(TASK PROMPT): Every line that holds the word "nodes" needs to be copied from the data below.

◆ ◆ ◆ ◆ ◆ ◆ ◆

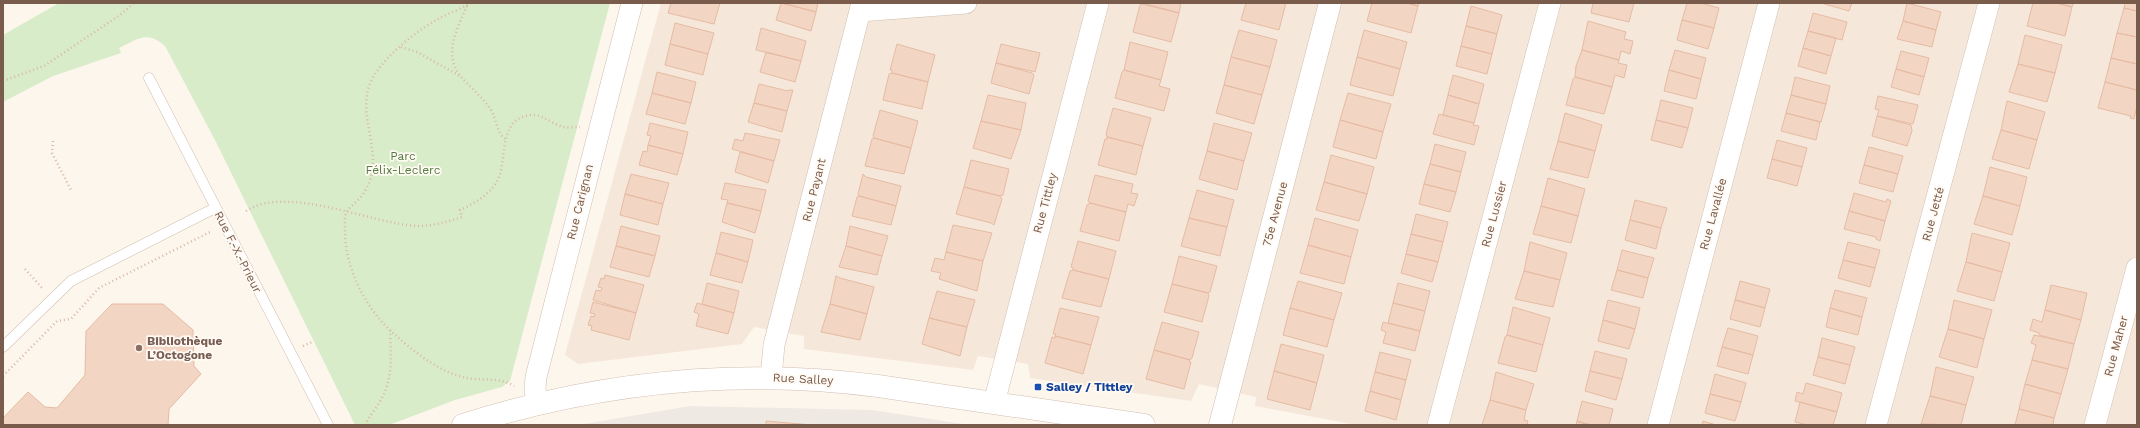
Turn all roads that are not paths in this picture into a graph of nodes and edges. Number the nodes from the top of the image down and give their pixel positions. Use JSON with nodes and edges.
{"nodes":[{"id":1,"x":632,"y":3,"type":"edge"},
{"id":2,"x":966,"y":3,"type":"edge"},
{"id":3,"x":1098,"y":3,"type":"edge"},
{"id":4,"x":1330,"y":3,"type":"edge"},
{"id":5,"x":1550,"y":3,"type":"edge"},
{"id":6,"x":1769,"y":3,"type":"edge"},
{"id":7,"x":1989,"y":3,"type":"edge"},
{"id":8,"x":861,"y":7,"type":"edge"},
{"id":9,"x":149,"y":78,"type":"dead end"},
{"id":10,"x":215,"y":208,"type":"junction"},
{"id":11,"x":2137,"y":268,"type":"edge"},
{"id":12,"x":3,"y":347,"type":"edge"},
{"id":13,"x":771,"y":377,"type":"junction"},
{"id":14,"x":537,"y":403,"type":"junction"},
{"id":15,"x":994,"y":403,"type":"junction"},
{"id":16,"x":328,"y":425,"type":"edge"},
{"id":17,"x":463,"y":425,"type":"edge"},
{"id":18,"x":1137,"y":425,"type":"edge"},
{"id":19,"x":1220,"y":425,"type":"edge"},
{"id":20,"x":1438,"y":425,"type":"edge"},
{"id":21,"x":1658,"y":425,"type":"edge"},
{"id":22,"x":1876,"y":425,"type":"edge"},
{"id":23,"x":2095,"y":425,"type":"edge"}],
"edges":[{"from":1,"to":14,"type":"street","name":"Rue Carignan"},
{"from":2,"to":8,"type":"street"},
{"from":3,"to":15,"type":"street","name":"Rue Tittley"},
{"from":4,"to":19,"type":"street","name":"75e Avenue"},
{"from":5,"to":20,"type":"street","name":"Rue Lussier"},
{"from":6,"to":21,"type":"street","name":"Rue Lavallée"},
{"from":7,"to":22,"type":"street","name":"Rue Jetté"},
{"from":8,"to":13,"type":"street","name":"Rue Payant"},
{"from":9,"to":10,"type":"lane","name":"Rue F.-X.-Prieur"},
{"from":10,"to":12,"type":"lane"},
{"from":10,"to":16,"type":"lane","name":"Rue F.-X.-Prieur"},
{"from":11,"to":23,"type":"street","name":"Rue Maher"},
{"from":13,"to":14,"type":"street","name":"Rue Salley"},
{"from":13,"to":15,"type":"street","name":"Rue Salley"},
{"from":14,"to":17,"type":"street","name":"Rue Salley"},
{"from":15,"to":18,"type":"street","name":"Rue Salley"}]}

◆ ◆ ◆ ◆ ◆ ◆ ◆

(ANSWER BOX):
Turn all roads that are not paths in this picture into a graph of nodes and edges. Number the nodes from the top of the image down and give their pixel positions. Use JSON with nodes and edges.
{"nodes":[{"id":1,"x":632,"y":3,"type":"edge"},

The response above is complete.